State Announces Federal Grant for Apprenticeships, Promotes Job-Training Investments

BOSTON — The Baker-Polito administration announced a $4 million federal grant from the U.S. Department of Labor to expand Massachusetts’ apprenticeship programs, with a focus on connecting women, people of color, and individuals with disabilities with these training and employment opportunities.

The administration also highlighted its $240 million proposal to provide additional funding to apprenticeships and other job-training programs as part of its $2.9 billion plan to invest a portion of Massachusetts’ federal funds from the American Rescue Plan Act into urgent priorities. With federal pandemic-era enhanced unemployment benefits slated to expire for more than 300,000 workers the first week of September, the administration urged action on these workforce investments.

The new federal grant awarded to Massachusetts will connect an additional 500 individuals to employment through apprenticeship opportunities over the next four years, with a focus on high-demand fields like healthcare, clean energy, IT, and advanced manufacturing.
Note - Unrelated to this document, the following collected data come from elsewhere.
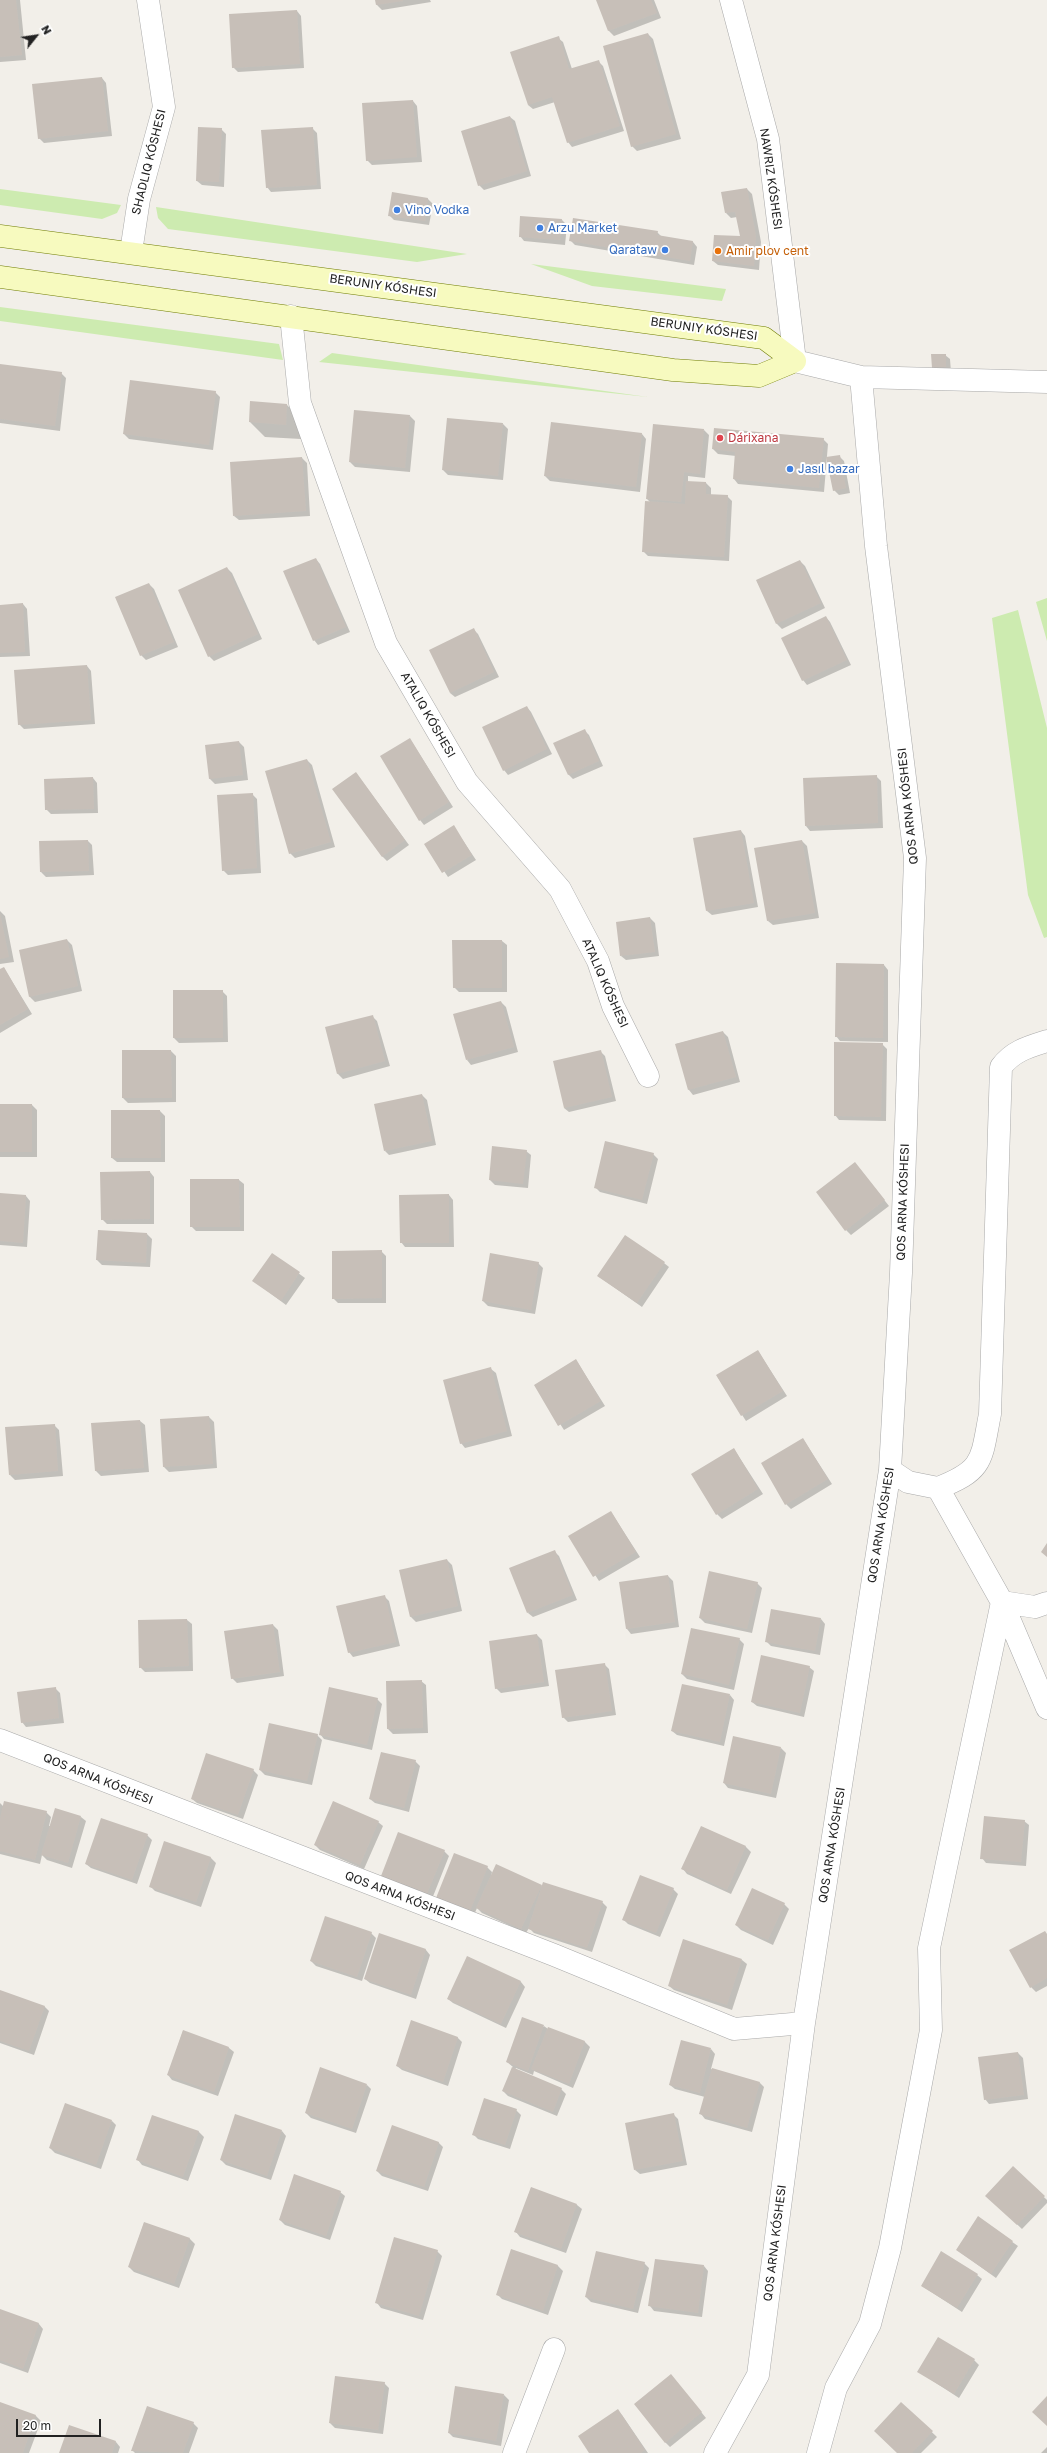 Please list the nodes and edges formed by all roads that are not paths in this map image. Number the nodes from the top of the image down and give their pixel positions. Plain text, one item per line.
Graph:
1 (148, 0) edge
2 (731, 0) edge
3 (0, 236) edge
4 (130, 252) junction
5 (0, 277) edge
6 (291, 316) junction
7 (795, 361) junction
8 (861, 377) junction
9 (1047, 382) edge
10 (1047, 1041) edge
11 (648, 1076) dead end
12 (890, 1470) junction
13 (938, 1488) junction
14 (1002, 1602) junction
15 (1047, 1603) edge
16 (1047, 1708) edge
17 (0, 1740) edge
18 (804, 2023) junction
19 (554, 2349) dead end
20 (514, 2453) edge
21 (715, 2453) edge
22 (818, 2453) edge

1 - 4 street
2 - 7 street
3 - 4 street, BERUNIY KÓSHESI
4 - 7 street, BERUNIY KÓSHESI
5 - 6 street
6 - 7 street
6 - 11 street
7 - 8 street
8 - 9 street
8 - 12 street, QOS ARNA KÓSHESI
10 - 13 street
12 - 13 street
12 - 18 street, QOS ARNA KÓSHESI
13 - 14 street
14 - 15 street
14 - 16 street
14 - 22 street
17 - 18 street, QOS ARNA KÓSHESI
18 - 21 street, QOS ARNA KÓSHESI
19 - 20 street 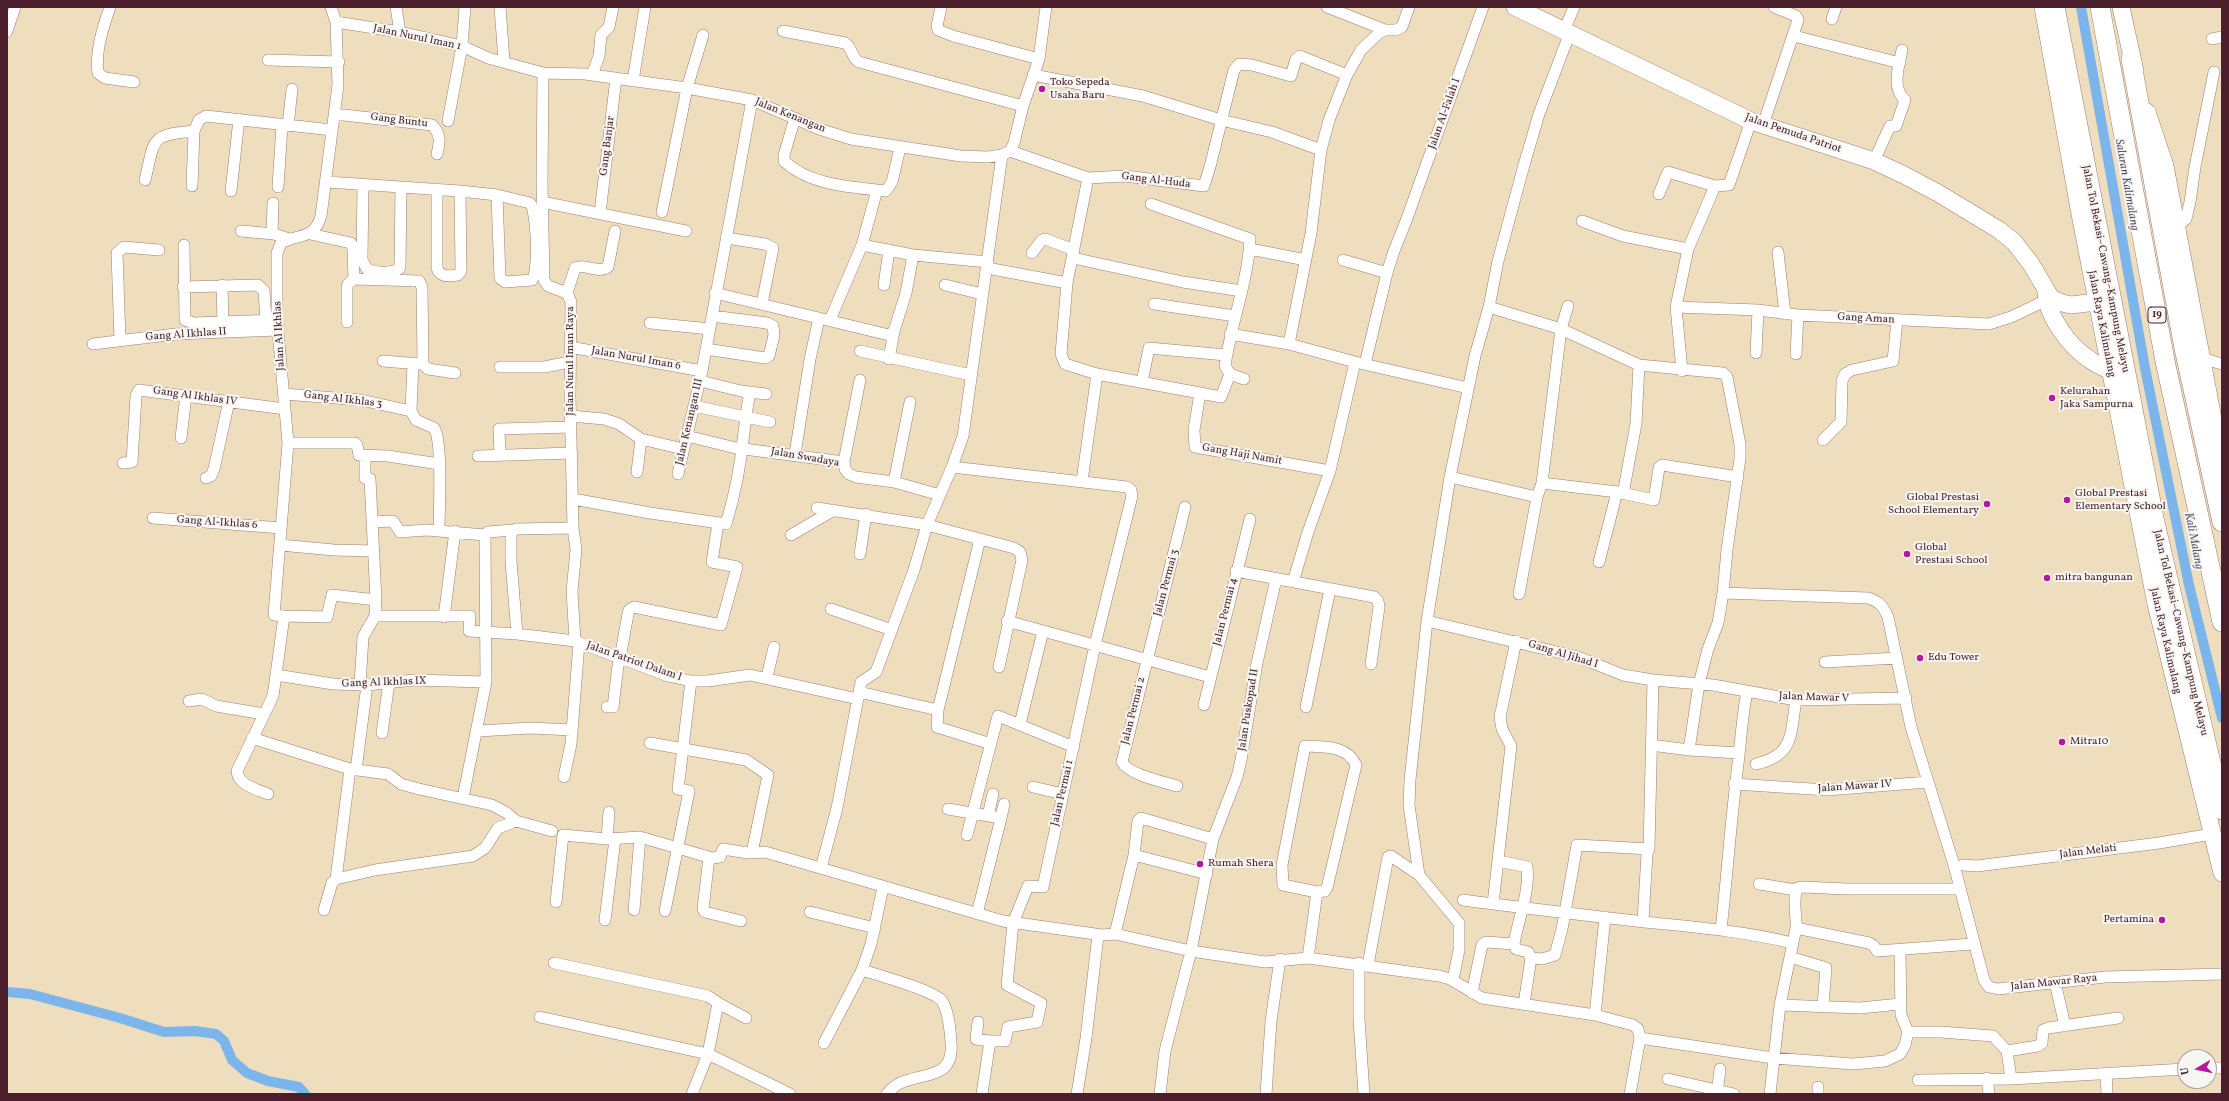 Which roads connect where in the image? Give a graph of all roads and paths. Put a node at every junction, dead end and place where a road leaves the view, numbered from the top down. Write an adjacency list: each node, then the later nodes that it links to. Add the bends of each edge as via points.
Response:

These fields were also identified in the administration’s recently published Future of Work Report as areas of growth for Massachusetts over the next decade, with upwards of 300,000 to 400,000 workers potentially needing to transition to different occupations or occupational categories. These economic changes brought about by the COVID-19 pandemic underscore the importance of the administration’s $240 million plan to scale up proven job-training programs like apprenticeships.

“Our administration has long seen the value of apprenticeships, launching a program several years ago to expand this model in the technology space, and this new federal grant is an affirmation of Massachusetts’ approach to promoting access to these training and employment opportunities,” Gov. Charlie Baker said. “Through our plan to invest $240 million in funding from the American Rescue Plan Act into apprenticeships and other proven job-training programs, we’re proposing to do even more to connect workers with high-demand fields and good-paying jobs.”